# What is expected
You are to retype all of the data exactly as it appears.

[Items from a data source]
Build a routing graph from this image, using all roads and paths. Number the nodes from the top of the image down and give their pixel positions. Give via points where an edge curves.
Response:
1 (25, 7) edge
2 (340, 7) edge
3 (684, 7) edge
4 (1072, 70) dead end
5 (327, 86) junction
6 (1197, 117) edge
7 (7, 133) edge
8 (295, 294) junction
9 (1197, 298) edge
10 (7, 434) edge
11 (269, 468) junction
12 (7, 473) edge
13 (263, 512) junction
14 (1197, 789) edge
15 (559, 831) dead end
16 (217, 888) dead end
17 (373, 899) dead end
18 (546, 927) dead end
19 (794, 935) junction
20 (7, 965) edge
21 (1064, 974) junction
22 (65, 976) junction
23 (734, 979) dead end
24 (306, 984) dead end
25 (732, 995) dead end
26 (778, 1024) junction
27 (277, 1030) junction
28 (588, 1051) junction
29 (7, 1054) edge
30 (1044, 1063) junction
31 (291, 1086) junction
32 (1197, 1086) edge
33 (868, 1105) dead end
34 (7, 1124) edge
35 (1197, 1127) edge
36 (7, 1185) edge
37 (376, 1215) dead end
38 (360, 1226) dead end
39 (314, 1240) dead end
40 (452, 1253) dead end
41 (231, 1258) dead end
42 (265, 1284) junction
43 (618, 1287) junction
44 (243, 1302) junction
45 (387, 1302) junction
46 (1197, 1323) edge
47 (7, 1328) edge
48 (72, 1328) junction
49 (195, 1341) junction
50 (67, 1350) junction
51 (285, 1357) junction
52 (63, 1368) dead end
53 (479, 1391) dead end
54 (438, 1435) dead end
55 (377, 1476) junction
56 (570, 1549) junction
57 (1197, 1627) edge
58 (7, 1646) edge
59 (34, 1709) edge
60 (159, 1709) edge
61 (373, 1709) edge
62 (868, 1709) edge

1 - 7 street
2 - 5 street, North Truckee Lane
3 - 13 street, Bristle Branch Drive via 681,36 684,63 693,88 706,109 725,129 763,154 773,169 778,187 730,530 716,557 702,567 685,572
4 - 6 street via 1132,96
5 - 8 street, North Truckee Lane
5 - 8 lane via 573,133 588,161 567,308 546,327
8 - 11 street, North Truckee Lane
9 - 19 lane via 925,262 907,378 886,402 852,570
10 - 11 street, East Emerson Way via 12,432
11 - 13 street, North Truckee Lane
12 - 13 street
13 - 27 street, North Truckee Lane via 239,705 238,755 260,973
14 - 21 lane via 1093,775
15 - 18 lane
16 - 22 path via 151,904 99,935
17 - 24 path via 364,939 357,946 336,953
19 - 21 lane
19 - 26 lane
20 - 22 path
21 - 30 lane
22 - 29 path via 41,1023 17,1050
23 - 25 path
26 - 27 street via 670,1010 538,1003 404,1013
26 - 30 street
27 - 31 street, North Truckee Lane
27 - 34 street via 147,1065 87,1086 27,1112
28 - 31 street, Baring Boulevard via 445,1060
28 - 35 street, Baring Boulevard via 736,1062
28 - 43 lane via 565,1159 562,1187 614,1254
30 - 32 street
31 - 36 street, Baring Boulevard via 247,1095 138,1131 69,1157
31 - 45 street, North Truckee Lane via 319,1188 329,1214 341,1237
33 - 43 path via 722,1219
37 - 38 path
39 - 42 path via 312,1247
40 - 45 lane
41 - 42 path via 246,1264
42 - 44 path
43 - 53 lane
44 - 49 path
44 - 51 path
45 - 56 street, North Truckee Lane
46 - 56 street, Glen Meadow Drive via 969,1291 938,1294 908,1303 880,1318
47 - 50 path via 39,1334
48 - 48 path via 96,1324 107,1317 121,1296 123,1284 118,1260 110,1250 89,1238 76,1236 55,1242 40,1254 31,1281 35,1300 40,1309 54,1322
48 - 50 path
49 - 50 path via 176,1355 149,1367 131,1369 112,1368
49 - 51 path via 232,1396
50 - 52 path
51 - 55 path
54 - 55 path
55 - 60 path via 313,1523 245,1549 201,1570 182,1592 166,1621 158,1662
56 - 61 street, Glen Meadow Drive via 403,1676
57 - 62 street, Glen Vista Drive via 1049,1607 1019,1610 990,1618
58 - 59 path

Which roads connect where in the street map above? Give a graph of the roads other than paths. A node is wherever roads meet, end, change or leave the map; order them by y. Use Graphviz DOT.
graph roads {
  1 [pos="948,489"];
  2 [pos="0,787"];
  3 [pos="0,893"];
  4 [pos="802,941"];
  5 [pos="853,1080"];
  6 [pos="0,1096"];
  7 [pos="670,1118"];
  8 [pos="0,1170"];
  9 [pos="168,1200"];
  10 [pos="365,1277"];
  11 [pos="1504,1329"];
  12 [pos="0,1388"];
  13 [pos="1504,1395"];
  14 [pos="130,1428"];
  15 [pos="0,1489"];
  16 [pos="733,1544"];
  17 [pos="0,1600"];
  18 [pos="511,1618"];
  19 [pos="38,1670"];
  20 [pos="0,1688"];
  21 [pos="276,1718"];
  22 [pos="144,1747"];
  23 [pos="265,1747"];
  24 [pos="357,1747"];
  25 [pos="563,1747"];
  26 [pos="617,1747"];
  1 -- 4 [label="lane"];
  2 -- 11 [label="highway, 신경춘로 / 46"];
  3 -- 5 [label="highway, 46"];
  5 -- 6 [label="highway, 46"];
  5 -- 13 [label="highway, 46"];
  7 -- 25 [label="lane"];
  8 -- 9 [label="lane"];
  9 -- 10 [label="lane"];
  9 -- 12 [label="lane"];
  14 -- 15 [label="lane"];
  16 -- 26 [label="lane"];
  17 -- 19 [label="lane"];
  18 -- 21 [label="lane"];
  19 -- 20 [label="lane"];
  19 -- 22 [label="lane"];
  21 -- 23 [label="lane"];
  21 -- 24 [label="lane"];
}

# Expected answer
Build a routing graph from this image, using all roads and paths. Number the nodes from the top of the image down and give their pixel positions. Give via points where an edge curves.
Response:
1 (25, 7) edge
2 (340, 7) edge
3 (684, 7) edge
4 (1072, 70) dead end
5 (327, 86) junction
6 (1197, 117) edge
7 (7, 133) edge
8 (295, 294) junction
9 (1197, 298) edge
10 (7, 434) edge
11 (269, 468) junction
12 (7, 473) edge
13 (263, 512) junction
14 (1197, 789) edge
15 (559, 831) dead end
16 (217, 888) dead end
17 (373, 899) dead end
18 (546, 927) dead end
19 (794, 935) junction
20 (7, 965) edge
21 (1064, 974) junction
22 (65, 976) junction
23 (734, 979) dead end
24 (306, 984) dead end
25 (732, 995) dead end
26 (778, 1024) junction
27 (277, 1030) junction
28 (588, 1051) junction
29 (7, 1054) edge
30 (1044, 1063) junction
31 (291, 1086) junction
32 (1197, 1086) edge
33 (868, 1105) dead end
34 (7, 1124) edge
35 (1197, 1127) edge
36 (7, 1185) edge
37 (376, 1215) dead end
38 (360, 1226) dead end
39 (314, 1240) dead end
40 (452, 1253) dead end
41 (231, 1258) dead end
42 (265, 1284) junction
43 (618, 1287) junction
44 (243, 1302) junction
45 (387, 1302) junction
46 (1197, 1323) edge
47 (7, 1328) edge
48 (72, 1328) junction
49 (195, 1341) junction
50 (67, 1350) junction
51 (285, 1357) junction
52 (63, 1368) dead end
53 (479, 1391) dead end
54 (438, 1435) dead end
55 (377, 1476) junction
56 (570, 1549) junction
57 (1197, 1627) edge
58 (7, 1646) edge
59 (34, 1709) edge
60 (159, 1709) edge
61 (373, 1709) edge
62 (868, 1709) edge

1 - 7 street
2 - 5 street, North Truckee Lane
3 - 13 street, Bristle Branch Drive via 681,36 684,63 693,88 706,109 725,129 763,154 773,169 778,187 730,530 716,557 702,567 685,572
4 - 6 street via 1132,96
5 - 8 street, North Truckee Lane
5 - 8 lane via 573,133 588,161 567,308 546,327
8 - 11 street, North Truckee Lane
9 - 19 lane via 925,262 907,378 886,402 852,570
10 - 11 street, East Emerson Way via 12,432
11 - 13 street, North Truckee Lane
12 - 13 street
13 - 27 street, North Truckee Lane via 239,705 238,755 260,973
14 - 21 lane via 1093,775
15 - 18 lane
16 - 22 path via 151,904 99,935
17 - 24 path via 364,939 357,946 336,953
19 - 21 lane
19 - 26 lane
20 - 22 path
21 - 30 lane
22 - 29 path via 41,1023 17,1050
23 - 25 path
26 - 27 street via 670,1010 538,1003 404,1013
26 - 30 street
27 - 31 street, North Truckee Lane
27 - 34 street via 147,1065 87,1086 27,1112
28 - 31 street, Baring Boulevard via 445,1060
28 - 35 street, Baring Boulevard via 736,1062
28 - 43 lane via 565,1159 562,1187 614,1254
30 - 32 street
31 - 36 street, Baring Boulevard via 247,1095 138,1131 69,1157
31 - 45 street, North Truckee Lane via 319,1188 329,1214 341,1237
33 - 43 path via 722,1219
37 - 38 path
39 - 42 path via 312,1247
40 - 45 lane
41 - 42 path via 246,1264
42 - 44 path
43 - 53 lane
44 - 49 path
44 - 51 path
45 - 56 street, North Truckee Lane
46 - 56 street, Glen Meadow Drive via 969,1291 938,1294 908,1303 880,1318
47 - 50 path via 39,1334
48 - 48 path via 96,1324 107,1317 121,1296 123,1284 118,1260 110,1250 89,1238 76,1236 55,1242 40,1254 31,1281 35,1300 40,1309 54,1322
48 - 50 path
49 - 50 path via 176,1355 149,1367 131,1369 112,1368
49 - 51 path via 232,1396
50 - 52 path
51 - 55 path
54 - 55 path
55 - 60 path via 313,1523 245,1549 201,1570 182,1592 166,1621 158,1662
56 - 61 street, Glen Meadow Drive via 403,1676
57 - 62 street, Glen Vista Drive via 1049,1607 1019,1610 990,1618
58 - 59 path

Which roads connect where in the street map above? Give a graph of the roads other than paths. A node is wherever roads meet, end, change or leave the map; order them by y. Use Graphviz DOT.
graph roads {
  1 [pos="948,489"];
  2 [pos="0,787"];
  3 [pos="0,893"];
  4 [pos="802,941"];
  5 [pos="853,1080"];
  6 [pos="0,1096"];
  7 [pos="670,1118"];
  8 [pos="0,1170"];
  9 [pos="168,1200"];
  10 [pos="365,1277"];
  11 [pos="1504,1329"];
  12 [pos="0,1388"];
  13 [pos="1504,1395"];
  14 [pos="130,1428"];
  15 [pos="0,1489"];
  16 [pos="733,1544"];
  17 [pos="0,1600"];
  18 [pos="511,1618"];
  19 [pos="38,1670"];
  20 [pos="0,1688"];
  21 [pos="276,1718"];
  22 [pos="144,1747"];
  23 [pos="265,1747"];
  24 [pos="357,1747"];
  25 [pos="563,1747"];
  26 [pos="617,1747"];
  1 -- 4 [label="lane"];
  2 -- 11 [label="highway, 신경춘로 / 46"];
  3 -- 5 [label="highway, 46"];
  5 -- 6 [label="highway, 46"];
  5 -- 13 [label="highway, 46"];
  7 -- 25 [label="lane"];
  8 -- 9 [label="lane"];
  9 -- 10 [label="lane"];
  9 -- 12 [label="lane"];
  14 -- 15 [label="lane"];
  16 -- 26 [label="lane"];
  17 -- 19 [label="lane"];
  18 -- 21 [label="lane"];
  19 -- 20 [label="lane"];
  19 -- 22 [label="lane"];
  21 -- 23 [label="lane"];
  21 -- 24 [label="lane"];
}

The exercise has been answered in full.